* **Your instructions**
Write the records below out again exactly as given, with no images.

+++ Entries provided +++

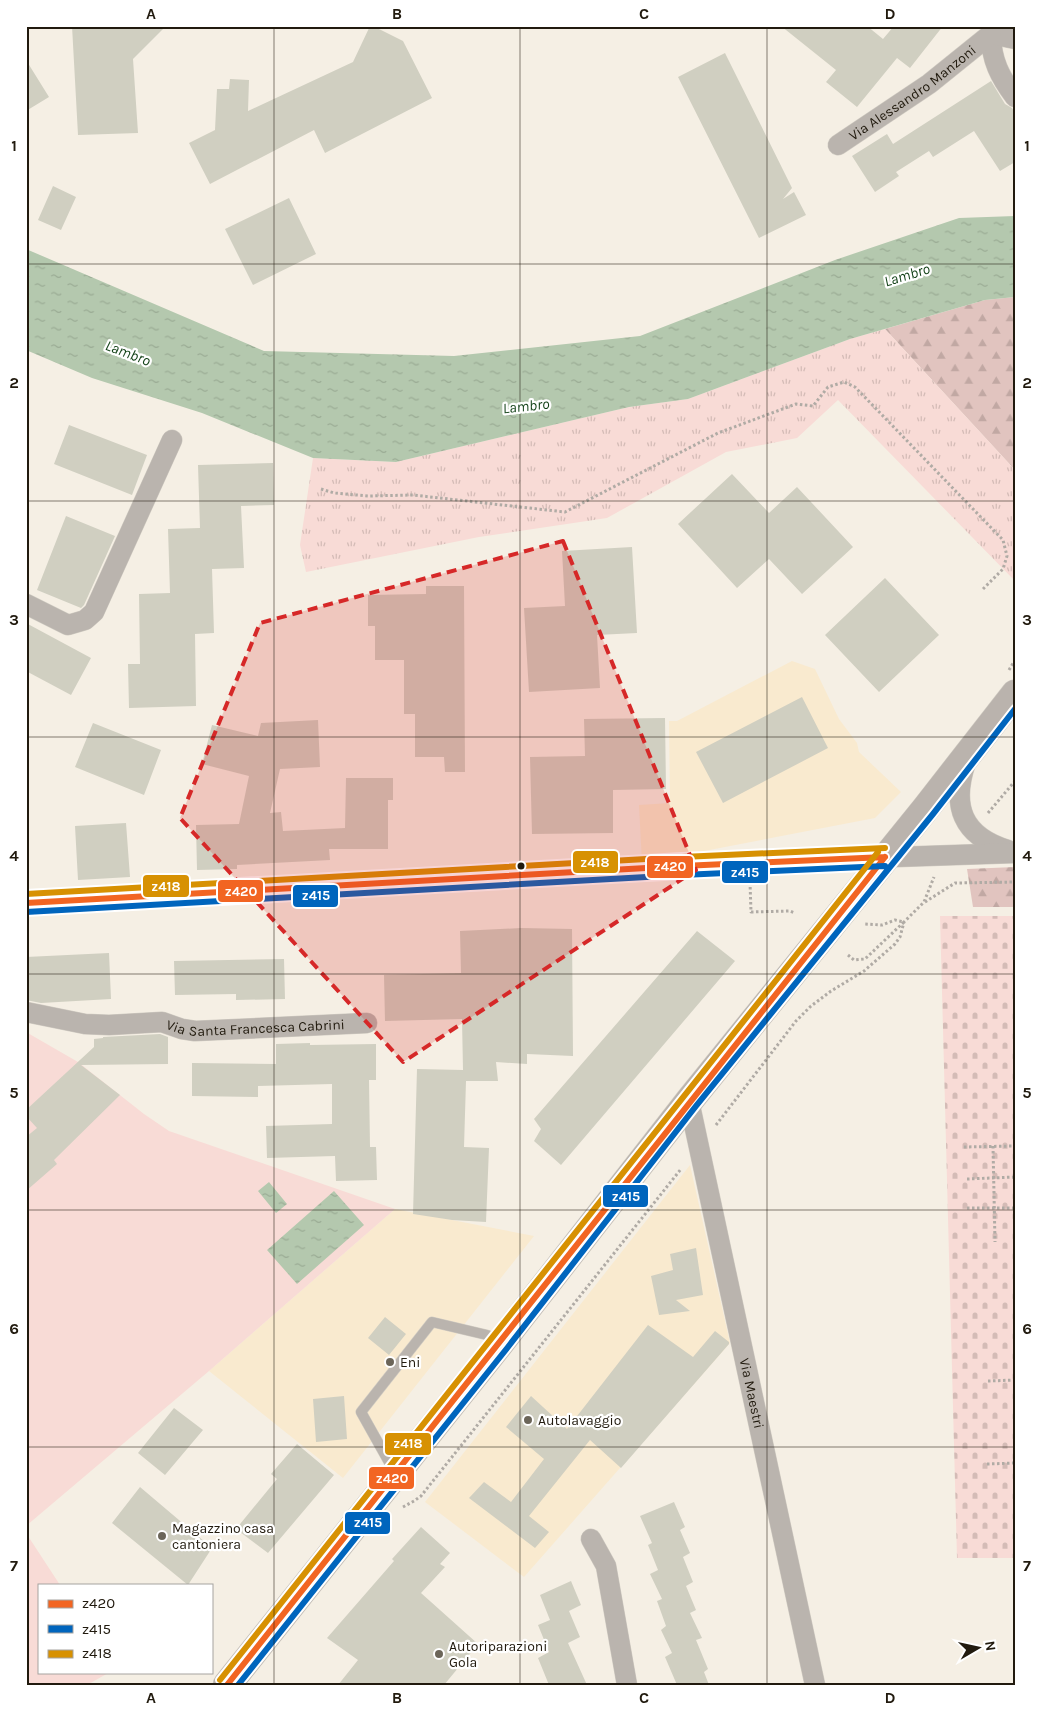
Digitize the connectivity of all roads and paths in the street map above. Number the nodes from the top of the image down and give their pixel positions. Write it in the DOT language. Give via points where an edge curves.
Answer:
graph roads {
  1 [pos="988,30"];
  2 [pos="1015,39"];
  3 [pos="1015,97"];
  4 [pos="838,145"];
  5 [pos="172,440"];
  6 [pos="322,488"];
  7 [pos="983,590"];
  8 [pos="26,604"];
  9 [pos="1015,694"];
  10 [pos="971,751"];
  11 [pos="1015,781"];
  12 [pos="972,827"];
  13 [pos="1015,852"];
  14 [pos="942,856"];
  15 [pos="885,857"];
  16 [pos="749,862"];
  17 [pos="1015,882"];
  18 [pos="924,902"];
  19 [pos="26,903"];
  20 [pos="795,912"];
  21 [pos="904,922"];
  22 [pos="848,956"];
  23 [pos="26,1012"];
  24 [pos="367,1023"];
  25 [pos="689,1101"];
  26 [pos="700,1146"];
  27 [pos="993,1146"];
  28 [pos="1015,1146"];
  29 [pos="964,1147"];
  30 [pos="1015,1177"];
  31 [pos="993,1178"];
  32 [pos="967,1179"];
  33 [pos="967,1208"];
  34 [pos="994,1208"];
  35 [pos="1015,1208"];
  36 [pos="995,1242"];
  37 [pos="502,1342"];
  38 [pos="1015,1380"];
  39 [pos="988,1381"];
  40 [pos="1015,1463"];
  41 [pos="987,1464"];
  42 [pos="394,1477"];
  43 [pos="400,1508"];
  44 [pos="590,1539"];
  45 [pos="227,1685"];
  46 [pos="627,1685"];
  47 [pos="815,1685"];
  1 -- 2 [label="street"];
  1 -- 3 [label="street" via="998,71"];
  1 -- 4 [label="street, Via Alessandro Manzoni" via="944,74"];
  5 -- 8 [label="street" via="94,612 80,623 68,625"];
  6 -- 7 [label="path" via="334,493 413,495 565,512 718,434 796,404 813,406 828,387 844,382 855,387 1003,540 1007,556 1003,569"];
  9 -- 10 [label="street"];
  10 -- 12 [label="street" via="960,780 959,797 961,812"];
  10 -- 15 [label="street"];
  11 -- 12 [label="path"];
  12 -- 13 [label="street" via="987,842"];
  13 -- 14 [label="street"];
  14 -- 15 [label="street"];
  14 -- 18 [label="path"];
  15 -- 16 [label="street"];
  15 -- 25 [label="street"];
  16 -- 19 [label="street"];
  16 -- 20 [label="path" via="751,912"];
  17 -- 18 [label="path" via="955,883"];
  18 -- 21 [label="path"];
  21 -- 22 [label="path" via="865,959 854,960"];
  21 -- 26 [label="path" via="895,944 864,971 811,1006 796,1021"];
  23 -- 24 [label="street, Via Santa Francesca Cabrini" via="85,1024 162,1022 195,1031"];
  25 -- 26 [label="street, Via Maestri"];
  25 -- 37 [label="street"];
  26 -- 43 [label="path" via="421,1496"];
  26 -- 47 [label="street, Via Maestri"];
  27 -- 28 [label="path"];
  27 -- 29 [label="path"];
  27 -- 31 [label="path"];
  30 -- 31 [label="path"];
  31 -- 32 [label="path"];
  31 -- 34 [label="path"];
  33 -- 34 [label="path"];
  34 -- 35 [label="path"];
  34 -- 36 [label="path"];
  37 -- 42 [label="street"];
  37 -- 42 [label="lane" via="487,1335 432,1322 426,1329 361,1412"];
  38 -- 39 [label="path"];
  40 -- 41 [label="path"];
  42 -- 45 [label="street"];
  44 -- 46 [label="street" via="606,1566"];
}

+++

* **Task solution**
Digitize the connectivity of all roads and paths in the street map above. Number the nodes from the top of the image down and give their pixel positions. Write it in the DOT language. Give via points where an edge curves.
Answer:
graph roads {
  1 [pos="988,30"];
  2 [pos="1015,39"];
  3 [pos="1015,97"];
  4 [pos="838,145"];
  5 [pos="172,440"];
  6 [pos="322,488"];
  7 [pos="983,590"];
  8 [pos="26,604"];
  9 [pos="1015,694"];
  10 [pos="971,751"];
  11 [pos="1015,781"];
  12 [pos="972,827"];
  13 [pos="1015,852"];
  14 [pos="942,856"];
  15 [pos="885,857"];
  16 [pos="749,862"];
  17 [pos="1015,882"];
  18 [pos="924,902"];
  19 [pos="26,903"];
  20 [pos="795,912"];
  21 [pos="904,922"];
  22 [pos="848,956"];
  23 [pos="26,1012"];
  24 [pos="367,1023"];
  25 [pos="689,1101"];
  26 [pos="700,1146"];
  27 [pos="993,1146"];
  28 [pos="1015,1146"];
  29 [pos="964,1147"];
  30 [pos="1015,1177"];
  31 [pos="993,1178"];
  32 [pos="967,1179"];
  33 [pos="967,1208"];
  34 [pos="994,1208"];
  35 [pos="1015,1208"];
  36 [pos="995,1242"];
  37 [pos="502,1342"];
  38 [pos="1015,1380"];
  39 [pos="988,1381"];
  40 [pos="1015,1463"];
  41 [pos="987,1464"];
  42 [pos="394,1477"];
  43 [pos="400,1508"];
  44 [pos="590,1539"];
  45 [pos="227,1685"];
  46 [pos="627,1685"];
  47 [pos="815,1685"];
  1 -- 2 [label="street"];
  1 -- 3 [label="street" via="998,71"];
  1 -- 4 [label="street, Via Alessandro Manzoni" via="944,74"];
  5 -- 8 [label="street" via="94,612 80,623 68,625"];
  6 -- 7 [label="path" via="334,493 413,495 565,512 718,434 796,404 813,406 828,387 844,382 855,387 1003,540 1007,556 1003,569"];
  9 -- 10 [label="street"];
  10 -- 12 [label="street" via="960,780 959,797 961,812"];
  10 -- 15 [label="street"];
  11 -- 12 [label="path"];
  12 -- 13 [label="street" via="987,842"];
  13 -- 14 [label="street"];
  14 -- 15 [label="street"];
  14 -- 18 [label="path"];
  15 -- 16 [label="street"];
  15 -- 25 [label="street"];
  16 -- 19 [label="street"];
  16 -- 20 [label="path" via="751,912"];
  17 -- 18 [label="path" via="955,883"];
  18 -- 21 [label="path"];
  21 -- 22 [label="path" via="865,959 854,960"];
  21 -- 26 [label="path" via="895,944 864,971 811,1006 796,1021"];
  23 -- 24 [label="street, Via Santa Francesca Cabrini" via="85,1024 162,1022 195,1031"];
  25 -- 26 [label="street, Via Maestri"];
  25 -- 37 [label="street"];
  26 -- 43 [label="path" via="421,1496"];
  26 -- 47 [label="street, Via Maestri"];
  27 -- 28 [label="path"];
  27 -- 29 [label="path"];
  27 -- 31 [label="path"];
  30 -- 31 [label="path"];
  31 -- 32 [label="path"];
  31 -- 34 [label="path"];
  33 -- 34 [label="path"];
  34 -- 35 [label="path"];
  34 -- 36 [label="path"];
  37 -- 42 [label="street"];
  37 -- 42 [label="lane" via="487,1335 432,1322 426,1329 361,1412"];
  38 -- 39 [label="path"];
  40 -- 41 [label="path"];
  42 -- 45 [label="street"];
  44 -- 46 [label="street" via="606,1566"];
}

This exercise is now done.